Within these entries, which lines include the string "above"? Copy each one.

MATERIAL PROVIDED: Begin

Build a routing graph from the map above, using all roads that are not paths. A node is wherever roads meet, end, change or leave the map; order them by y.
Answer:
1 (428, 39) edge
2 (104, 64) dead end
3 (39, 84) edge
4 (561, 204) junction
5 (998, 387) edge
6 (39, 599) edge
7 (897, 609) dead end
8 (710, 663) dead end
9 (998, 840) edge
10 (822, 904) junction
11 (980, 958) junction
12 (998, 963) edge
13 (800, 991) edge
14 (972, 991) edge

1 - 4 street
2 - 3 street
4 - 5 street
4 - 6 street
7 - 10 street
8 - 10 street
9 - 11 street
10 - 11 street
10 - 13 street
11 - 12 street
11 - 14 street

MATERIAL PROVIDED: End
MATERIAL PROVIDED: Begin

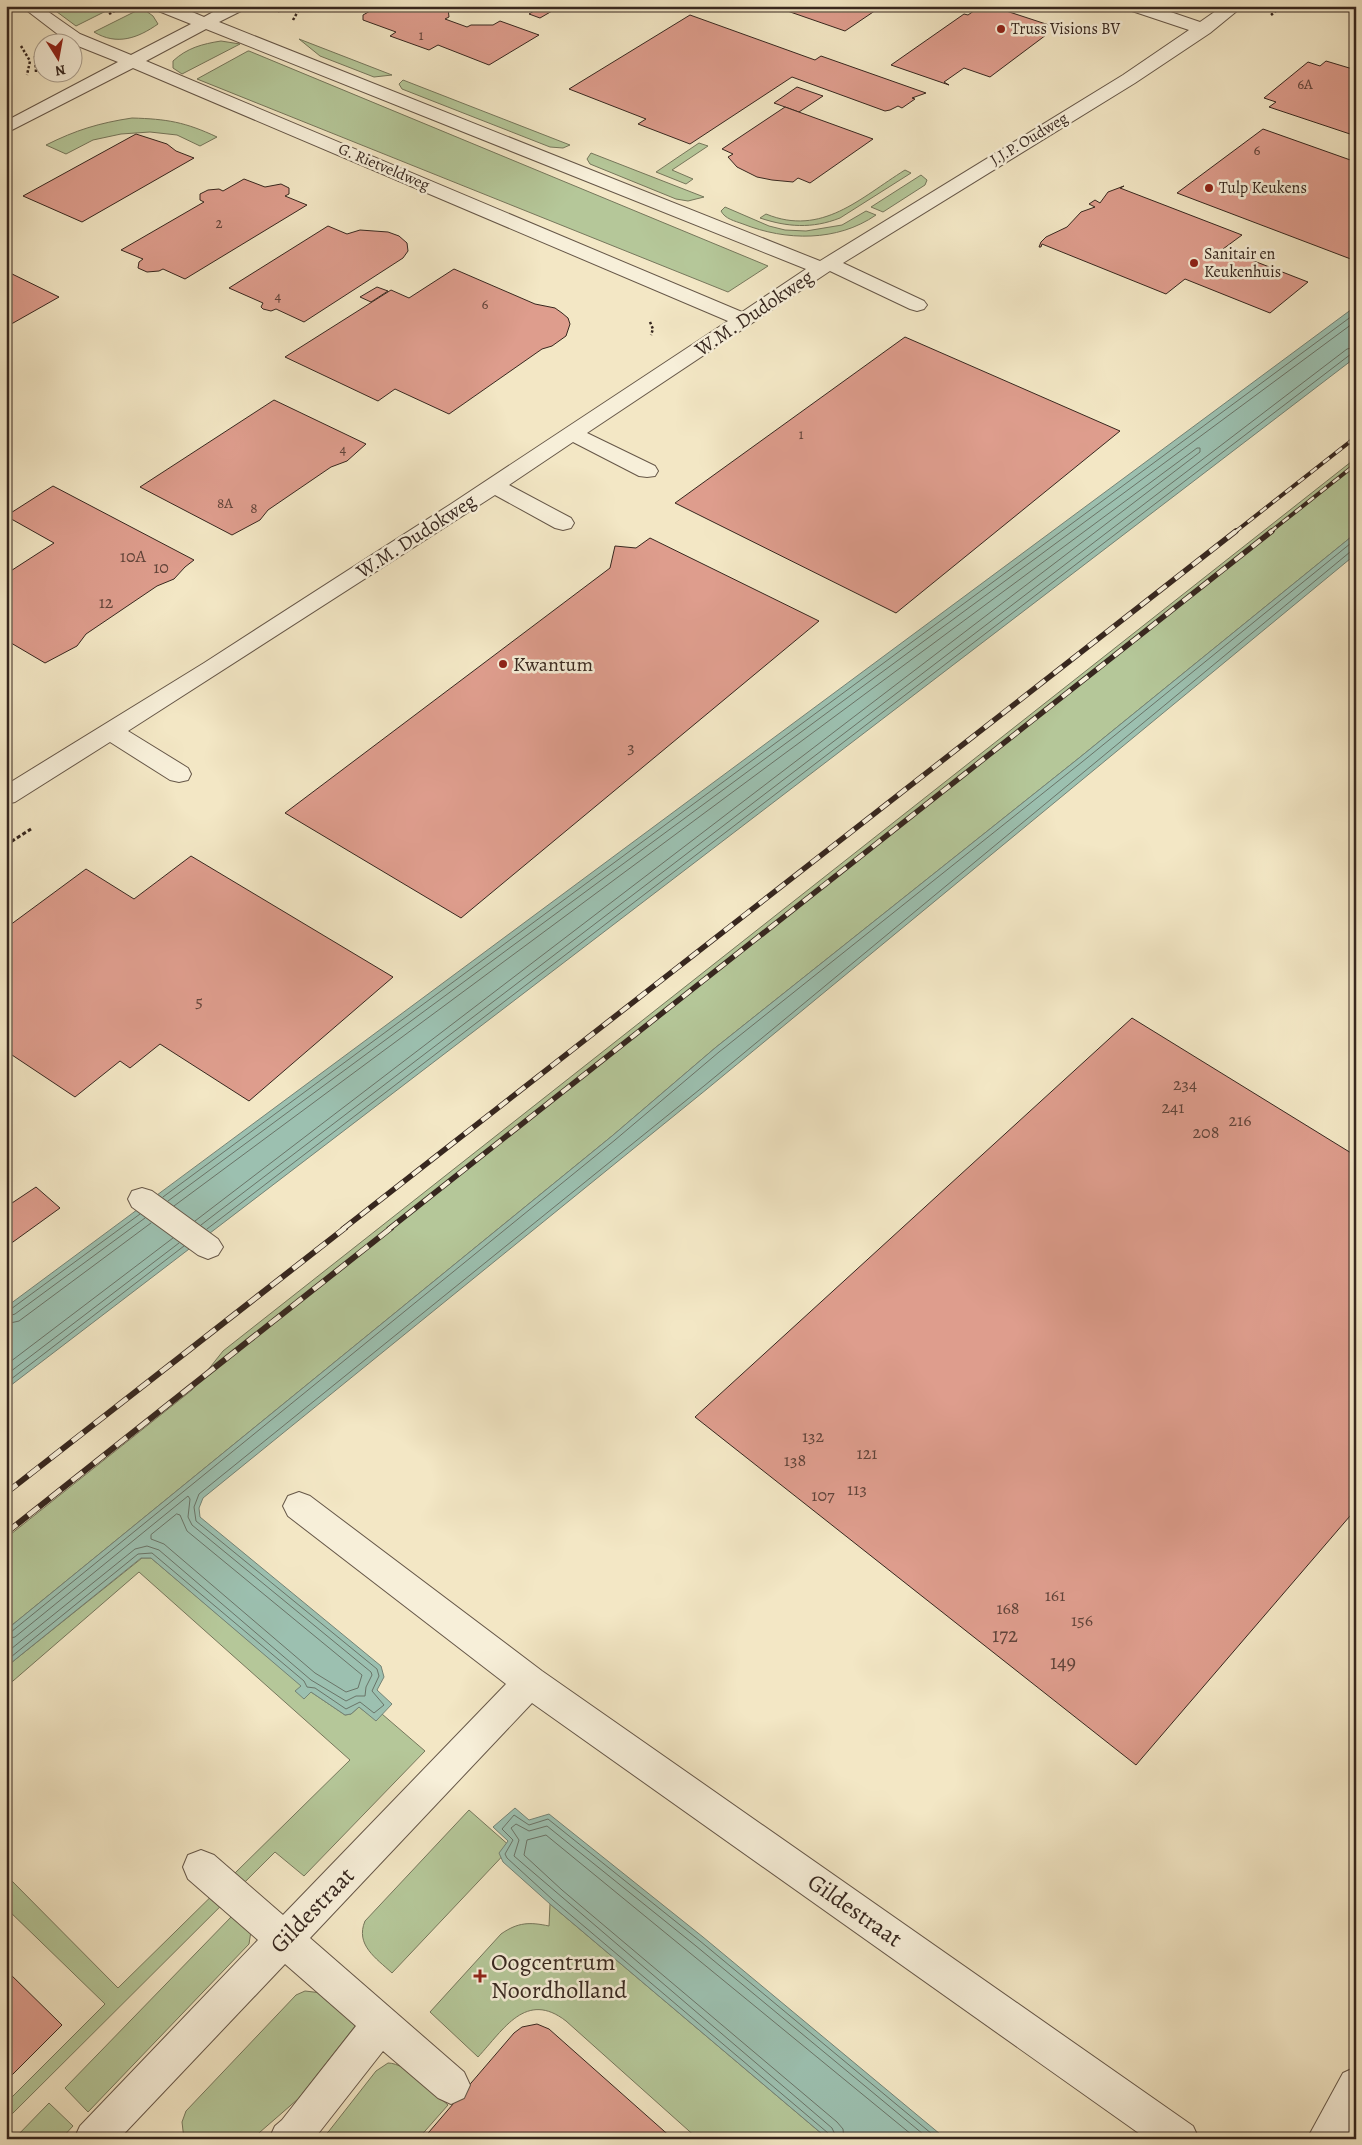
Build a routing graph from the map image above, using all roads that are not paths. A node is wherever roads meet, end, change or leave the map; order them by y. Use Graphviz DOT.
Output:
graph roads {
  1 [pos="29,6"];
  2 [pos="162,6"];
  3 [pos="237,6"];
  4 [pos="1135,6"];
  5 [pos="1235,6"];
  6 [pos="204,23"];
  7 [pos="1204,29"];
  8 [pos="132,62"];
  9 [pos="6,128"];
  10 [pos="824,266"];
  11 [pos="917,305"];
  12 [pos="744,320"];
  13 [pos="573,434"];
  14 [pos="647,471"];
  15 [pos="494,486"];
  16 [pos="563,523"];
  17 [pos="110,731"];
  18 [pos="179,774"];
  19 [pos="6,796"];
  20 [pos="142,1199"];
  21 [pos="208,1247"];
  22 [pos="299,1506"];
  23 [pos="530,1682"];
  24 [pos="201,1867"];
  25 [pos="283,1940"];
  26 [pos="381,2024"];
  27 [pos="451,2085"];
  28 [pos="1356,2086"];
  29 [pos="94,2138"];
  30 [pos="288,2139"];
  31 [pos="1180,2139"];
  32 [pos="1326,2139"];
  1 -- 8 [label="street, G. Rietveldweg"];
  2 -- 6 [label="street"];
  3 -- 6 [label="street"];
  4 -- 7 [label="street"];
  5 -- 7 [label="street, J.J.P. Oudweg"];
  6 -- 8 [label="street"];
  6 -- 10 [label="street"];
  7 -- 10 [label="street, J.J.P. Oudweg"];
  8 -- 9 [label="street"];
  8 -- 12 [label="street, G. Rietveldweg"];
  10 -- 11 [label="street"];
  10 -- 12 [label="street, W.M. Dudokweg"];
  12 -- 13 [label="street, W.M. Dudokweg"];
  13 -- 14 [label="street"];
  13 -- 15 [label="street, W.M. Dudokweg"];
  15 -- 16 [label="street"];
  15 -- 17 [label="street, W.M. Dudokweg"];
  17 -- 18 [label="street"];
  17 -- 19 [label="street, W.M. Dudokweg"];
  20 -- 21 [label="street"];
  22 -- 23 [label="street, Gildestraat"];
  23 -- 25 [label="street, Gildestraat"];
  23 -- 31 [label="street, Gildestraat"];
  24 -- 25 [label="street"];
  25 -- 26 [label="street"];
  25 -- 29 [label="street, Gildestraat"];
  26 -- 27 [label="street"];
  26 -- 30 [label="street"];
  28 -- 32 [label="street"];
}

MATERIAL PROVIDED: End
MATERIAL PROVIDED: Begin

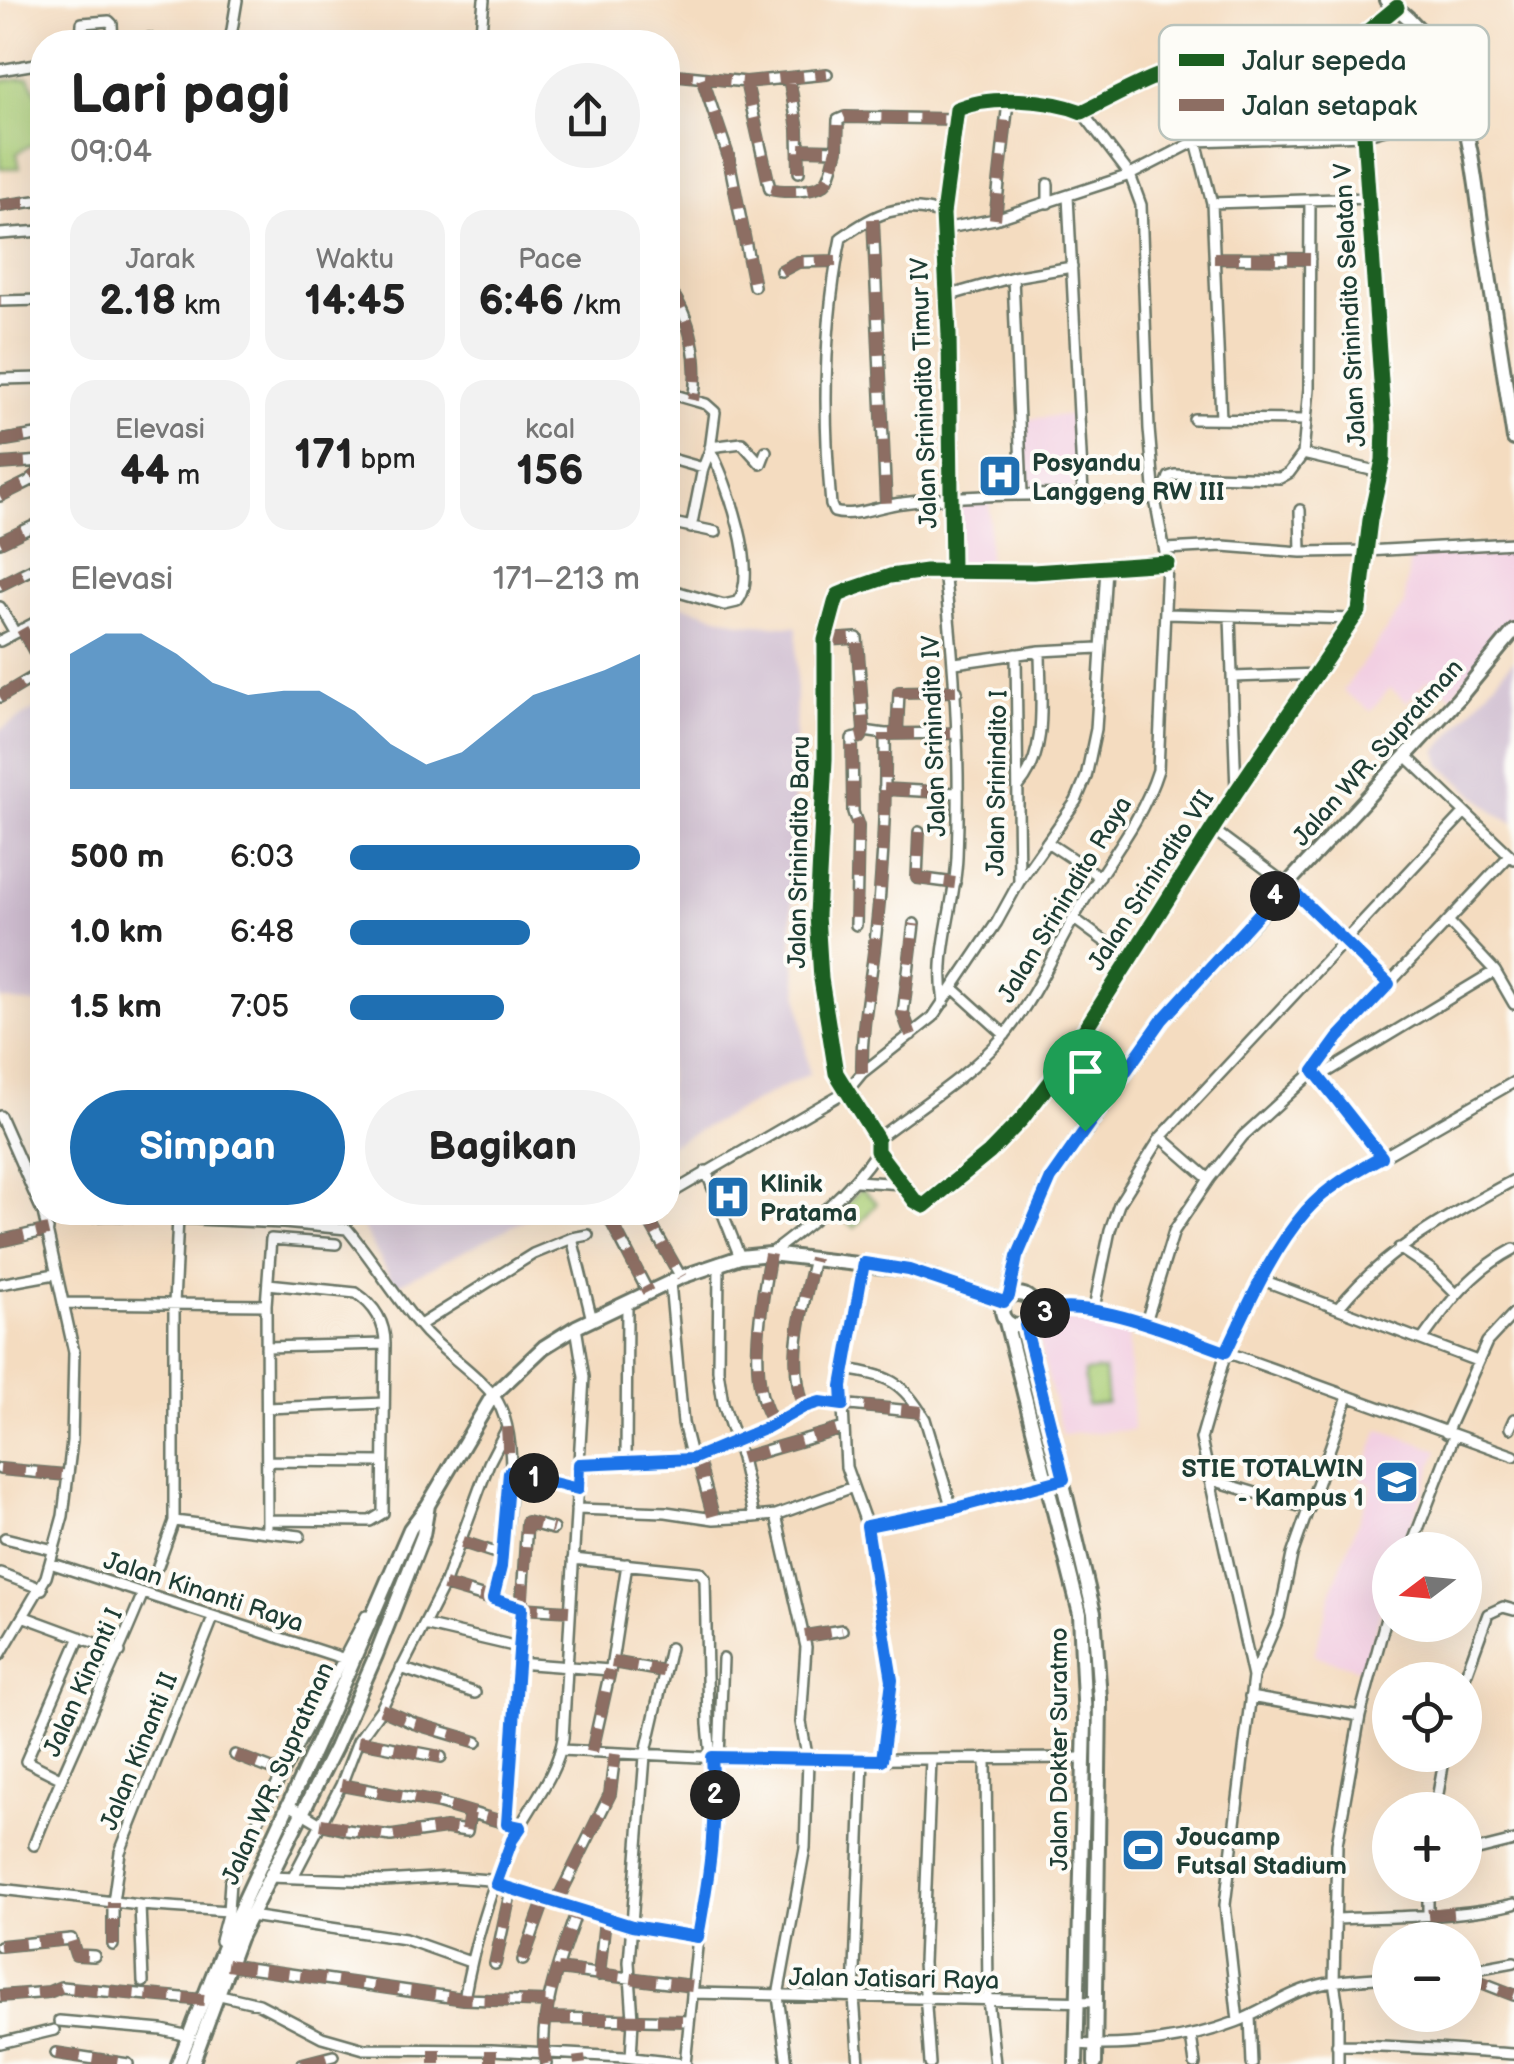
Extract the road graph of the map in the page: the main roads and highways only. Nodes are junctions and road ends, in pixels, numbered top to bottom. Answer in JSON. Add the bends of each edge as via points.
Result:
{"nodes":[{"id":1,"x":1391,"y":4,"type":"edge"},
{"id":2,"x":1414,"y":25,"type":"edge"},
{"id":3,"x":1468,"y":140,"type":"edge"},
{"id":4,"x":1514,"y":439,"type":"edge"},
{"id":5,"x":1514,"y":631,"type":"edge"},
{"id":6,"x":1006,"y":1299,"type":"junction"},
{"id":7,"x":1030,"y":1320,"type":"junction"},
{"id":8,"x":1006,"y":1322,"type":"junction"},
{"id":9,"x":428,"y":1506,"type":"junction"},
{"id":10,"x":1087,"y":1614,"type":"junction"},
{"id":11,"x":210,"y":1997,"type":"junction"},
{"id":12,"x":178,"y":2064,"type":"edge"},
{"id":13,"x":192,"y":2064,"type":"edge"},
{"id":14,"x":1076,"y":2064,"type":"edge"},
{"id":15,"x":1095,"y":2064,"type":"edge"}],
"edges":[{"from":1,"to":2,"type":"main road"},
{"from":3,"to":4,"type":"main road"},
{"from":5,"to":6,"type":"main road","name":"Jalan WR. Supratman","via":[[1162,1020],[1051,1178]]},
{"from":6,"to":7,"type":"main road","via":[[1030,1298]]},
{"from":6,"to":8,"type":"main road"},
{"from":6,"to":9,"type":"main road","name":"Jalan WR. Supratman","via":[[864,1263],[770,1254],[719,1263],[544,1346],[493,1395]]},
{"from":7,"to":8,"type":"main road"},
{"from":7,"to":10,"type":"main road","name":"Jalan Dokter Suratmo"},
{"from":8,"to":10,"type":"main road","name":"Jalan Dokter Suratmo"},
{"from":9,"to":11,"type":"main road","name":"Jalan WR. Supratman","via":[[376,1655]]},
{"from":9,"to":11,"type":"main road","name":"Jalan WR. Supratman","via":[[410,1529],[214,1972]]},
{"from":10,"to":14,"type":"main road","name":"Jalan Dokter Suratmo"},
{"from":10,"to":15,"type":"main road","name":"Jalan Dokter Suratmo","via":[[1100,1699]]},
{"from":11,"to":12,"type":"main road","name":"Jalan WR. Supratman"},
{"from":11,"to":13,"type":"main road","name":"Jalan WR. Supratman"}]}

MATERIAL PROVIDED: End

EXERCISE RESULT:
Build a routing graph from the map above, using all roads that are not paths. A node is wherever roads meet, end, change or leave the map; order them by y.
Build a routing graph from the map image above, using all roads that are not paths. A node is wherever roads meet, end, change or leave the map; order them by y. Use Graphviz DOT.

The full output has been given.